Quantifying the expected feature selection error for individual instances \(x\) (e.g., the snow-water equivalent and weather forecasts for a given day) is even more difficult. Even if the prediction model as a whole is close to the Bayes-optimal predictor, it may be far off for individual instances \(x\). To see how it might still be possible to quantify the error, check out our discussion of Rashomon sets below.
The omitted feature error can be quantified using interpretability techniques such as leave-one-covariate-out (LOCO) (Lei et al. 2018) or conditional feature importance (Strobl et al. 2008). These techniques also allow to quantify uncertainty but always require labeled data of \((X,Z)\).
13.6.4 No distribution uncertainty without deployment data
To estimate distribution uncertainty, we need to know how the training distribution differs from the deployment distribution, or at least have some data from both distributions. If we have access to data, we can compute the respective errors directly.
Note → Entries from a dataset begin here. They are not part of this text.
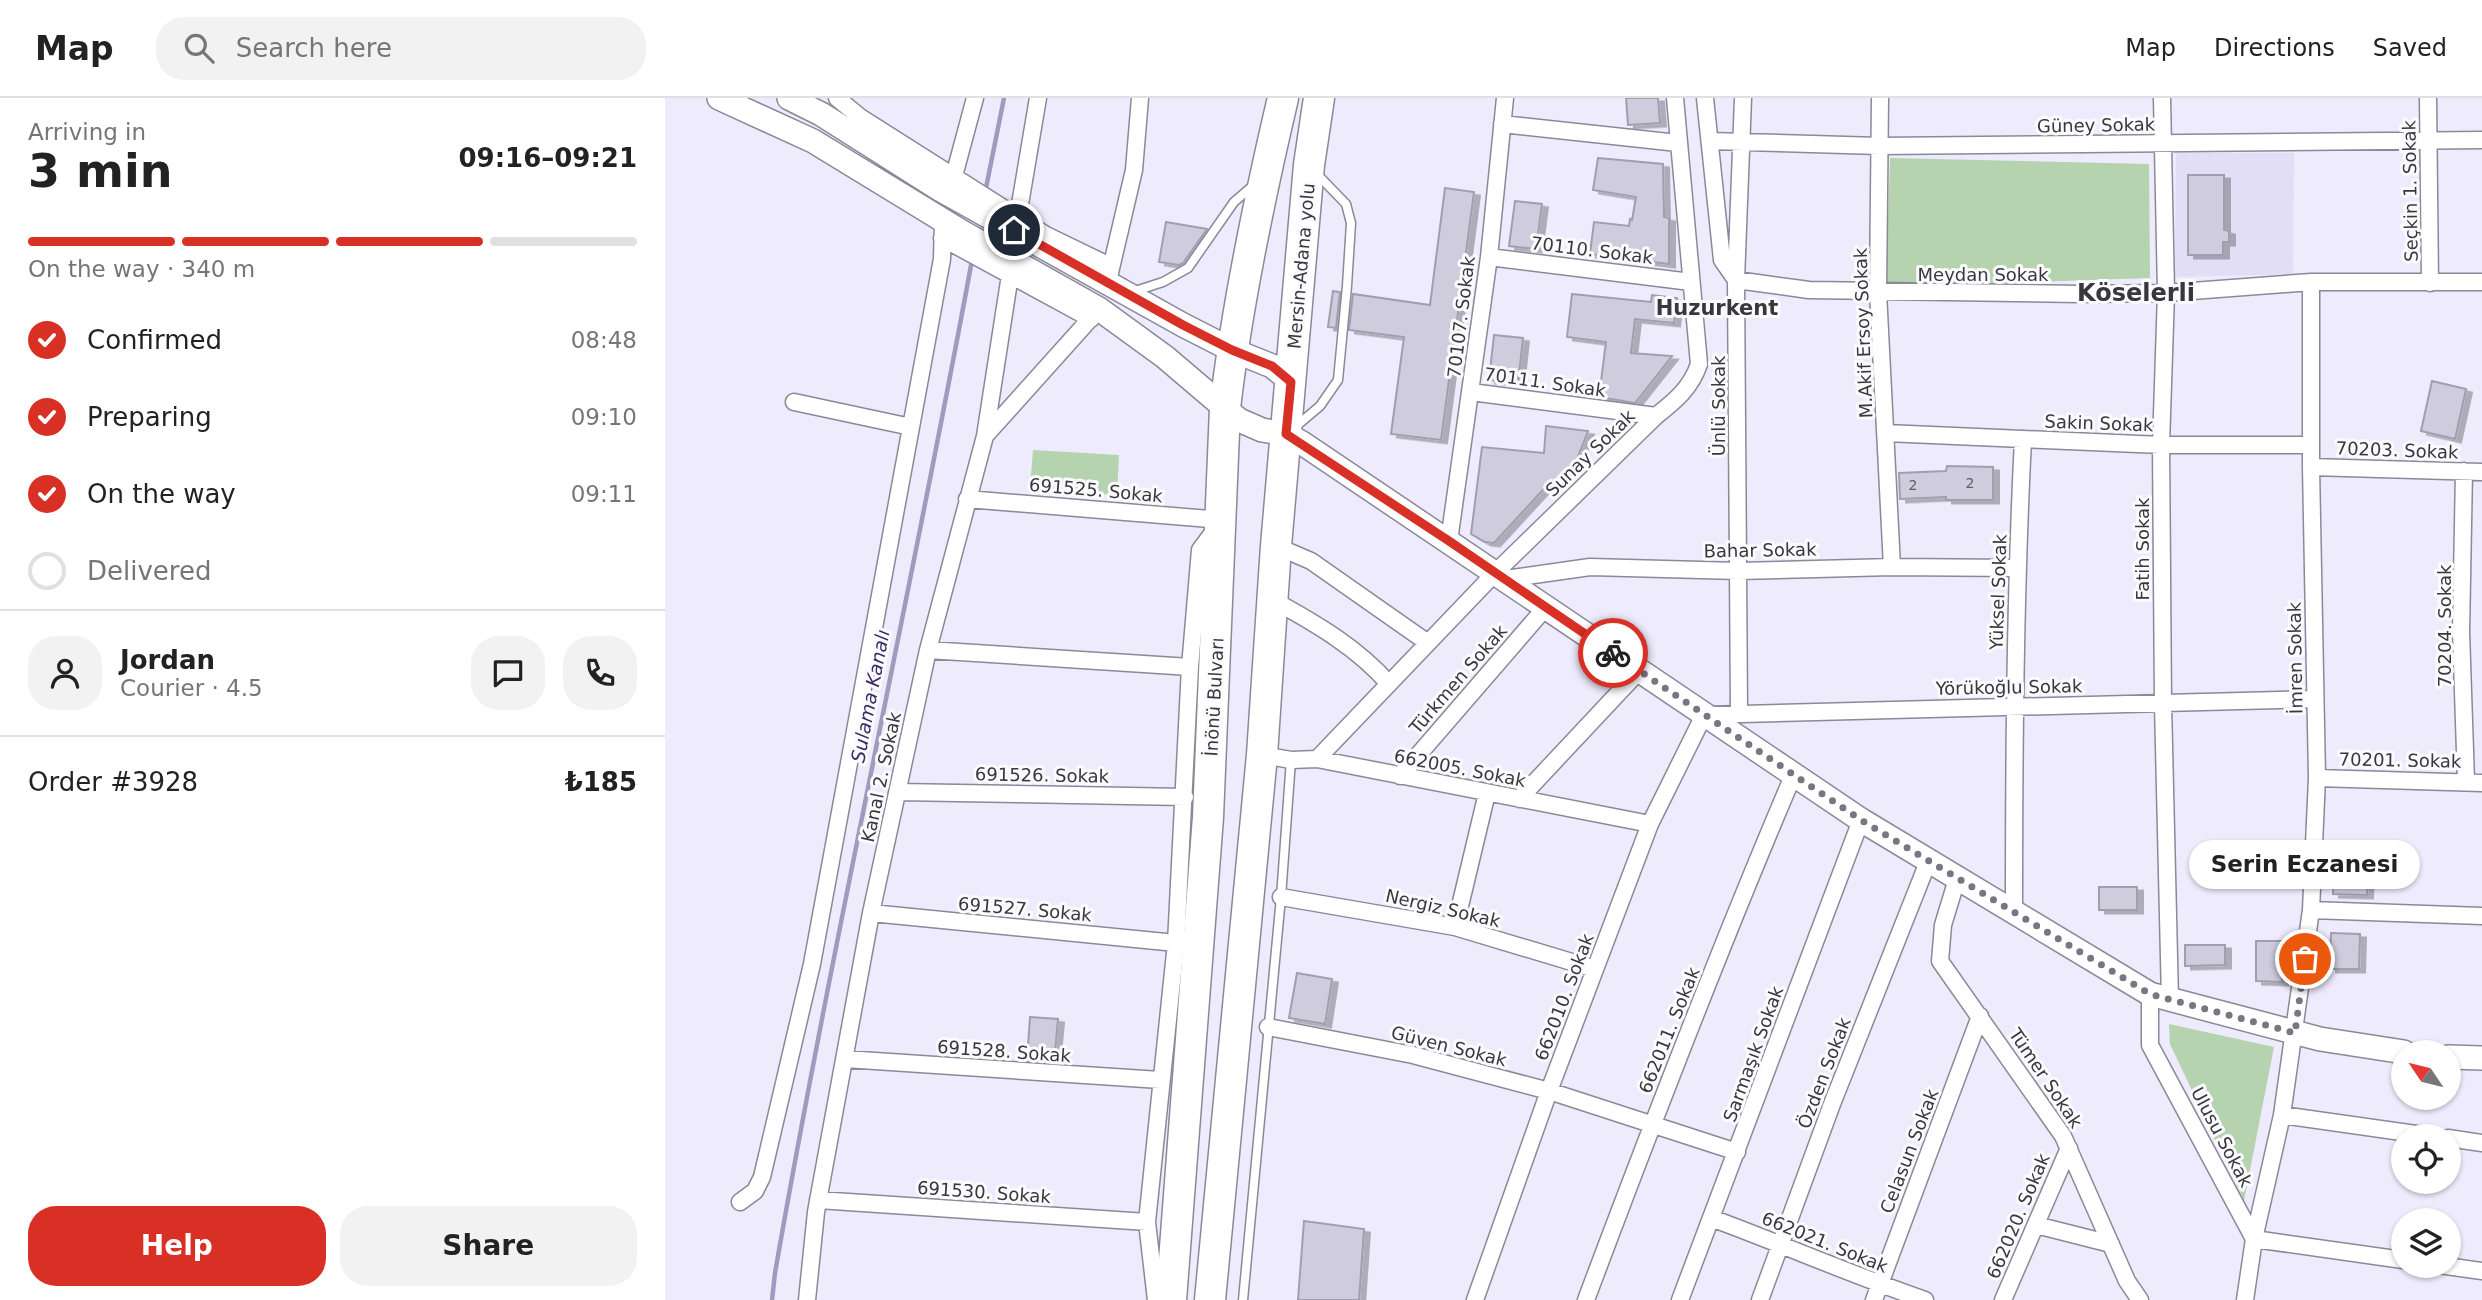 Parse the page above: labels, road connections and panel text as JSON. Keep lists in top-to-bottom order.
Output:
{
  "streets": {
    "highway": ["Mersin-Adana yolu", "İnönü Bulvarı"],
    "street": [
      "Güney Sokak",
      "Seçkin 1. Sokak",
      "70110. Sokak",
      "Meydan Sokak",
      "70107. Sokak",
      "M.Akif Ersoy Sokak",
      "70111. Sokak",
      "Ünlü Sokak",
      "Sakin Sokak",
      "70203. Sokak",
      "Sunay Sokak",
      "691525. Sokak",
      "Fatih Sokak",
      "Bahar Sokak",
      "Yüksel Sokak",
      "70204. Sokak",
      "İmren Sokak",
      "Türkmen Sokak",
      "Yörükoğlu Sokak",
      "70201. Sokak",
      "662005. Sokak",
      "691526. Sokak",
      "Kanal 2. Sokak",
      "Nergiz Sokak",
      "691527. Sokak",
      "662010. Sokak",
      "662011. Sokak",
      "Güven Sokak",
      "691528. Sokak",
      "Sarmaşık Sokak",
      "Özden Sokak",
      "Tümer Sokak",
      "Ulusu Sokak",
      "Celasun Sokak",
      "691530. Sokak",
      "662020. Sokak",
      "662021. Sokak"
    ]
  },
  "crossings": [
    ["Güney Sokak", "Seçkin 1. Sokak"],
    ["Güney Sokak", "M.Akif Ersoy Sokak"],
    ["Güney Sokak", "Ünlü Sokak"],
    ["Güney Sokak", "Fatih Sokak"],
    ["Seçkin 1. Sokak", "Meydan Sokak"],
    ["70110. Sokak", "70107. Sokak"],
    ["70110. Sokak", "Sunay Sokak"],
    ["Meydan Sokak", "M.Akif Ersoy Sokak"],
    ["Meydan Sokak", "Ünlü Sokak"],
    ["Meydan Sokak", "Fatih Sokak"],
    ["Meydan Sokak", "İmren Sokak"],
    ["70107. Sokak", "70111. Sokak"],
    ["M.Akif Ersoy Sokak", "Sakin Sokak"],
    ["M.Akif Ersoy Sokak", "Bahar Sokak"],
    ["70111. Sokak", "Sunay Sokak"],
    ["Ünlü Sokak", "Bahar Sokak"],
    ["Ünlü Sokak", "Yörükoğlu Sokak"],
    ["Sakin Sokak", "Fatih Sokak"],
    ["Sakin Sokak", "Yüksel Sokak"],
    ["Sakin Sokak", "İmren Sokak"],
    ["70203. Sokak", "70204. Sokak"],
    ["70203. Sokak", "İmren Sokak"],
    ["Sunay Sokak", "Bahar Sokak"],
    ["Sunay Sokak", "662005. Sokak"],
    ["691525. Sokak", "İnönü Bulvarı"],
    ["691525. Sokak", "Kanal 2. Sokak"],
    ["Fatih Sokak", "Yörükoğlu Sokak"],
    ["Fatih Sokak", "Ulusu Sokak"],
    ["Bahar Sokak", "Yüksel Sokak"],
    ["Yüksel Sokak", "Yörükoğlu Sokak"],
    ["70204. Sokak", "70201. Sokak"],
    ["İmren Sokak", "Yörükoğlu Sokak"],
    ["İmren Sokak", "70201. Sokak"],
    ["İmren Sokak", "Ulusu Sokak"],
    ["Türkmen Sokak", "662005. Sokak"],
    ["Yörükoğlu Sokak", "662010. Sokak"],
    ["662005. Sokak", "662010. Sokak"],
    ["691526. Sokak", "Kanal 2. Sokak"],
    ["Kanal 2. Sokak", "691527. Sokak"],
    ["Kanal 2. Sokak", "691528. Sokak"],
    ["Kanal 2. Sokak", "691530. Sokak"],
    ["Nergiz Sokak", "662010. Sokak"],
    ["662010. Sokak", "Güven Sokak"],
    ["662011. Sokak", "Güven Sokak"],
    ["Güven Sokak", "Sarmaşık Sokak"],
    ["Sarmaşık Sokak", "662021. Sokak"],
    ["Özden Sokak", "662021. Sokak"],
    ["Tümer Sokak", "Celasun Sokak"],
    ["Tümer Sokak", "662020. Sokak"],
    ["Celasun Sokak", "662021. Sokak"]
  ],
  "districts": ["Köselerli", "Huzurkent"],
  "water": ["Sulama Kanalı"],
  "places": ["Serin Eczanesi"],
  "house_numbers": ["2", "2"],
  "north": "top left",
  "page": {
    "header": "Map",
    "search": "Search here",
    "nav": ["Map", "Directions", "Saved"],
    "heading": ["3 min", "Arriving in", "09:16–09:21"],
    "panel": [
      "Jordan",
      "Courier · 4.5",
      "Order #3928",
      "₺185"
    ],
    "bar": "On the way · 340 m",
    "list": [
      ["Confirmed", "08:48"],
      ["Preparing", "09:10"],
      ["On the way", "09:11"],
      "Delivered"
    ],
    "bubble": "Serin Eczanesi",
    "buttons": ["Help", "Share"]
  }
}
Say one researcher only has access to Beaver River data from 1970 to 1980 while the other has data from July 2014 to July 2024. Both use machine learning algorithms to get the best possible models. Then, they can compare their predictions, performance, or properties on the most recent data to assess the expected distribution error.
Often, we are interested in deployment uncertainty but do not have deployment distribution data. Physical models can the be used to simulate data from different potential distribution shifts. A more detailed discussion on data simulation and augmentation can be found in Chapter 12.
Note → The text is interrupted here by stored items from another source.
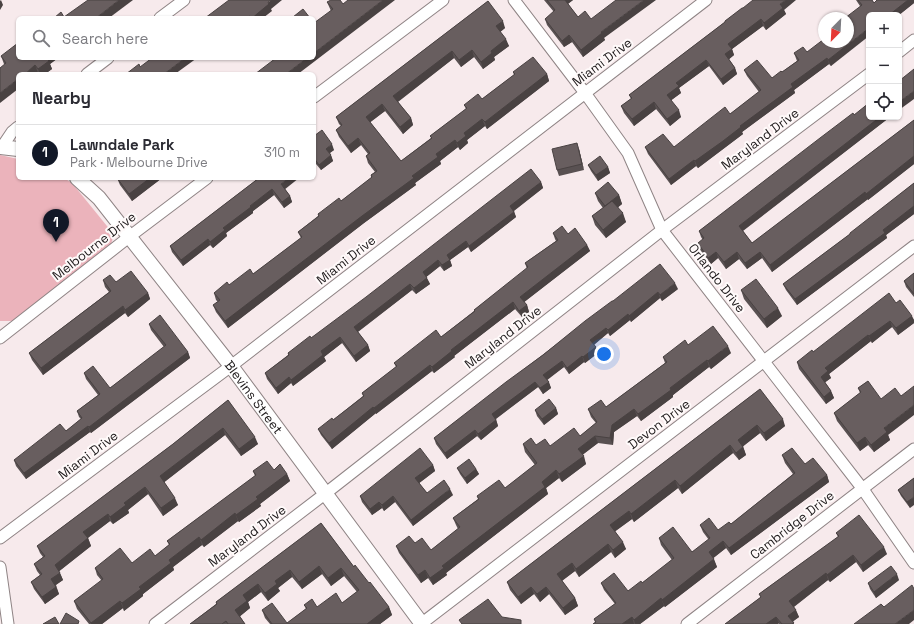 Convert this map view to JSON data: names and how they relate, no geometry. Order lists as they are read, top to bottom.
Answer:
{
  "streets": {
    "street": [
      "Miami Drive",
      "Maryland Drive",
      "Melbourne Drive",
      "Orlando Drive",
      "Blevins Street",
      "Devon Drive",
      "Cambridge Drive"
    ]
  },
  "crossings": [
    ["Miami Drive", "Orlando Drive"],
    ["Miami Drive", "Blevins Street"],
    ["Maryland Drive", "Orlando Drive"],
    ["Maryland Drive", "Blevins Street"],
    ["Melbourne Drive", "Blevins Street"],
    ["Orlando Drive", "Devon Drive"],
    ["Orlando Drive", "Cambridge Drive"],
    ["Blevins Street", "Devon Drive"]
  ],
  "north": "bottom left",
  "page": {
    "map_buttons": ["+", "−"],
    "search": "Search here",
    "heading": "Nearby",
    "list": [
      {
        "mark": "1",
        "name": "Lawndale Park",
        "note": "Park · Melbourne Drive",
        "value": "310 m"
      }
    ],
    "pins": "1"
  }
}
13.6.5 Rashomon sets – many models are better than one
Imagine meeting with ten water supply forecasting experts. Each knows the historical data and has insights into snow-water equivalent and weather forecasts. But they come from different modeling schools, there are physicists, statisticians, machine learners, and so on. Each of them gives you their honest estimate of the water supply in Beaver River for June – the thing is, their predictions differ. Not much, but enough to matter. What should you do? There is no good reason to think that any of the ten experts will stand out. The intuitive strategy would be to predict the average (or the median if there are outliers) and analyze the variance in the experts’ opinions to assess the uncertainty in your prediction.
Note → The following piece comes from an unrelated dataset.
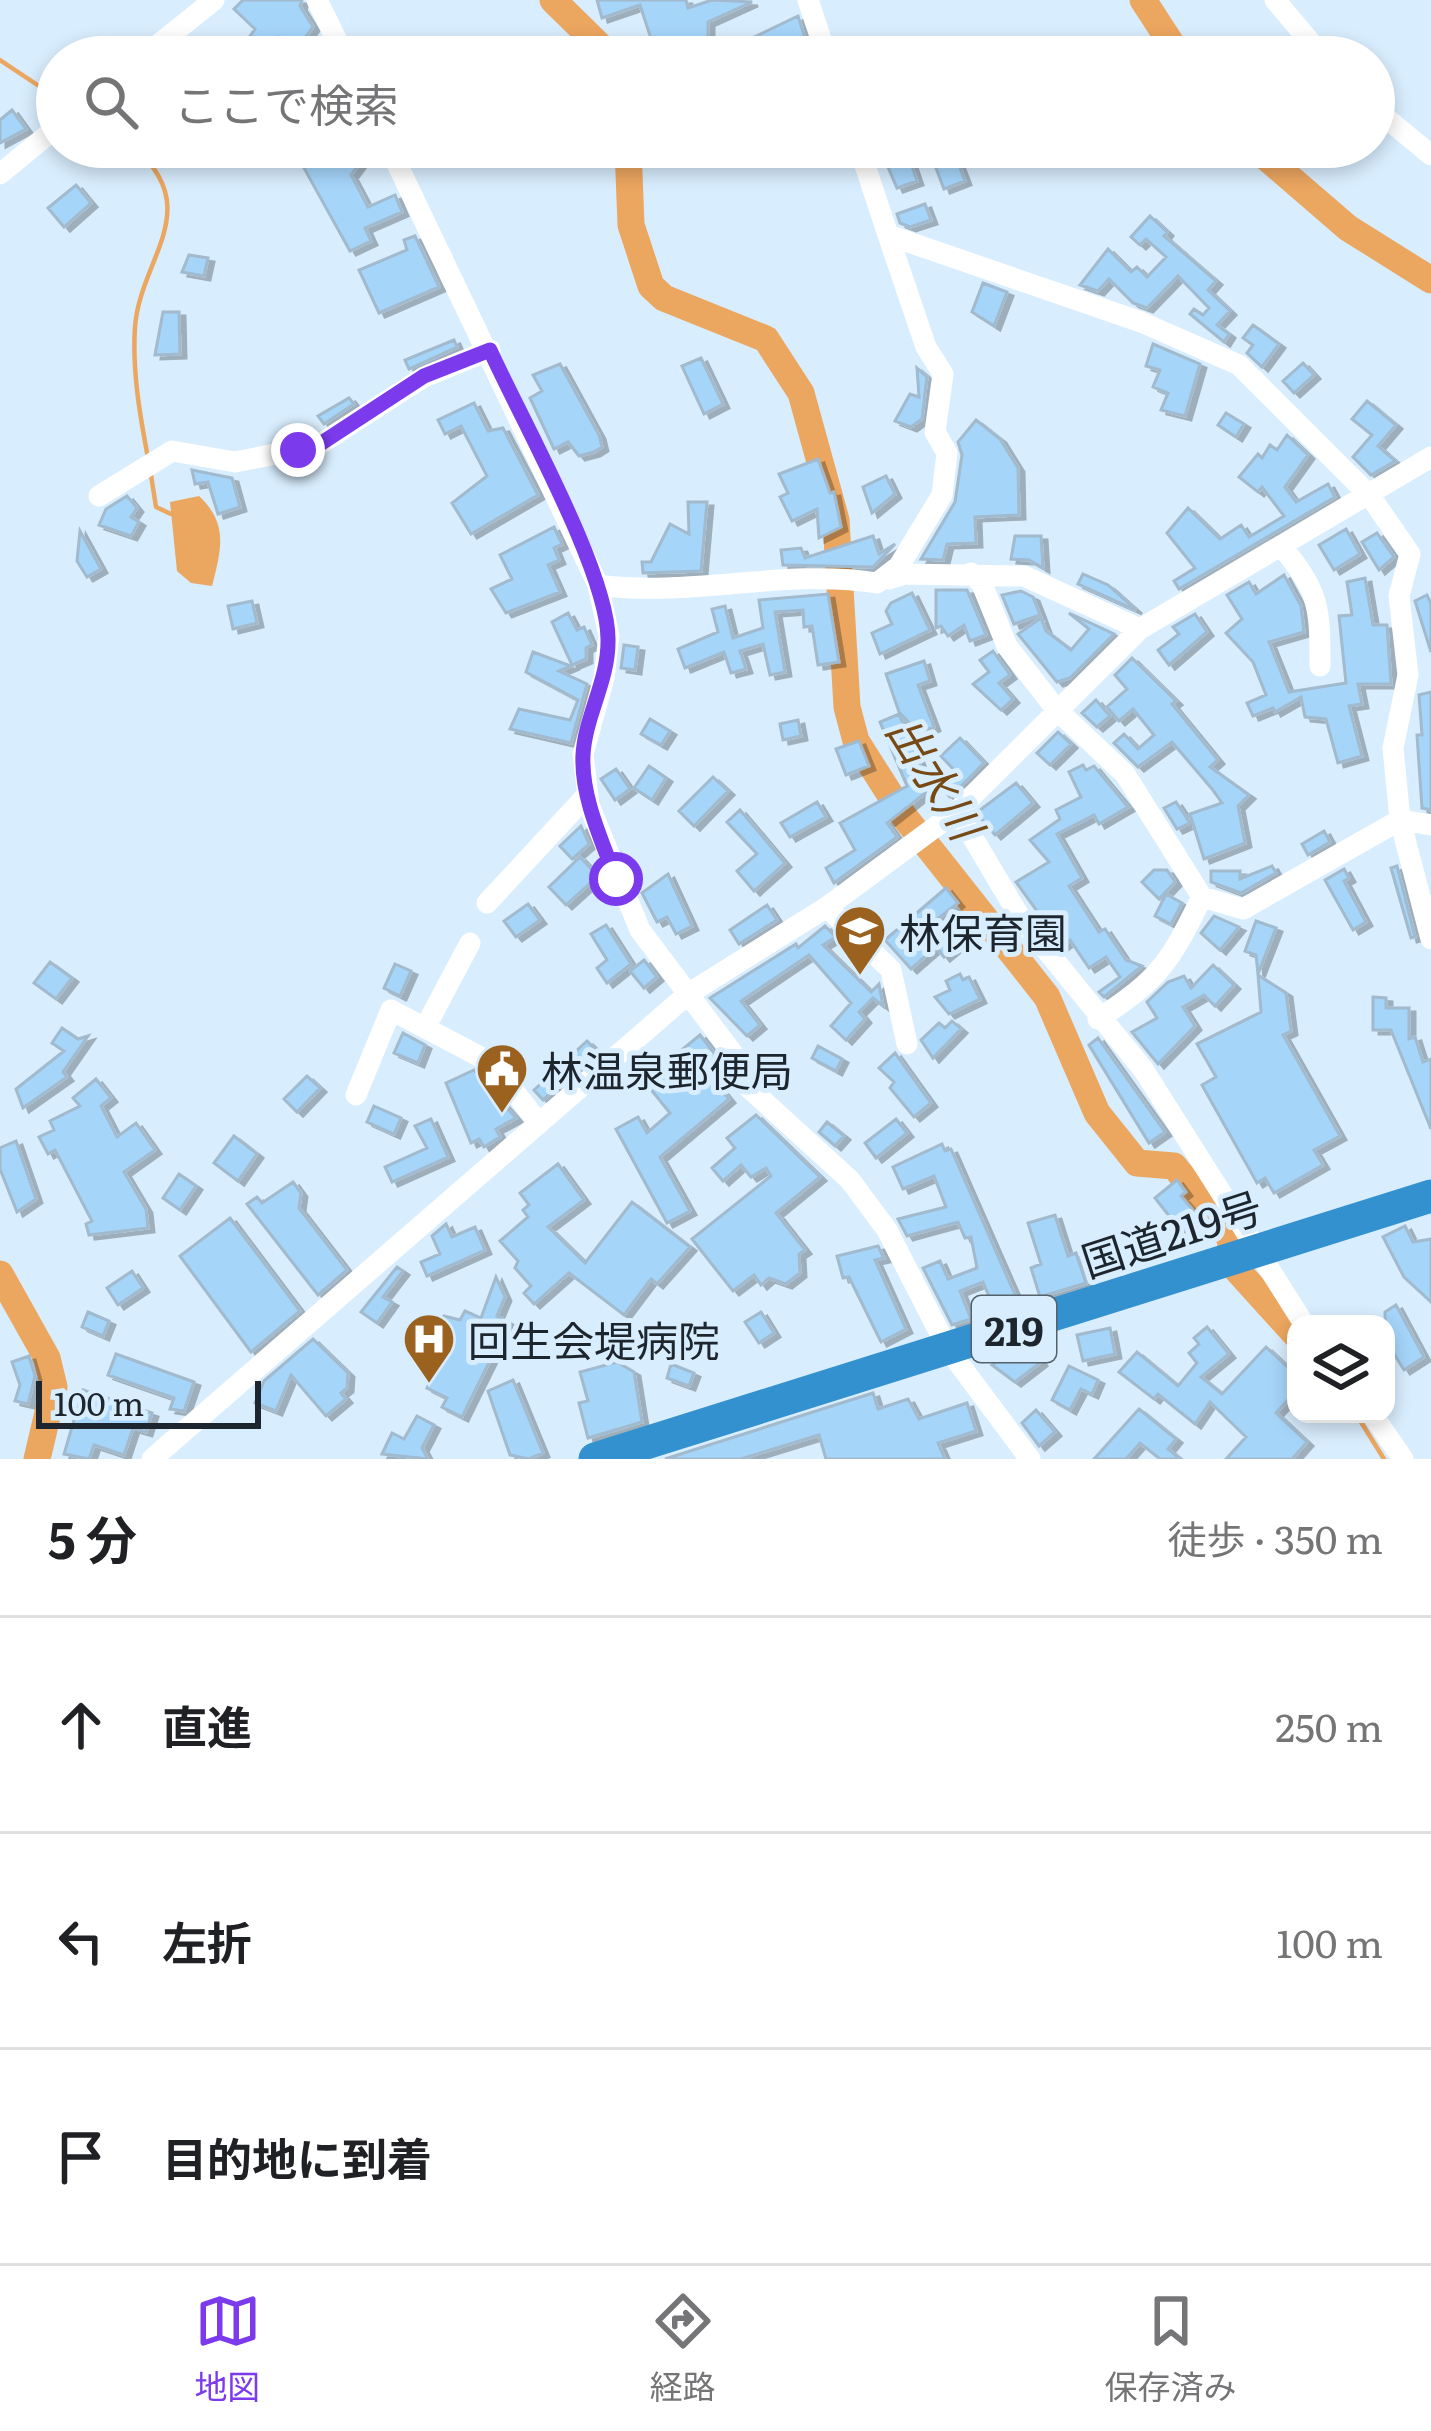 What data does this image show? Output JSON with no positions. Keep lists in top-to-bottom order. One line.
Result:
{"streets":{"highway":["国道219号","219"]},"water":["出水川"],"places":{"school or university":["林保育園"],"public building":["林温泉郵便局"],"hospital":["回生会堤病院"]},"scale_bar":"100 m","page":{"search":"ここで検索","scale":"100 m","heading":["5 分","徒歩 · 350 m"],"list":[["直進","250 m"],["左折","100 m"],"目的地に到着"],"nav":["地図","経路","保存済み"]}}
Why not just apply this reasoning to machine learning? Each of the ten experts can be thought of as a different learning algorithm, turning past data into models and current data into predictions. Say you have trained ten models from different model classes, using different hyperparameters and random seeds, all of which perform similarly well. Then this set of models is called a Rashomon set.
Rashomon is a 1950 Japanese film. It tells the story of a murdered samurai from four different perspectives: a bandit, the samurai’s wife, the samurai’s spirit communicating through a psychic, and a commoner observing the event. While each perspective is coherent in itself, it is incompatible with the other three stories. This so-called Rashomon effect has become an established concept in law, philosophy, and, as you can see, statistics.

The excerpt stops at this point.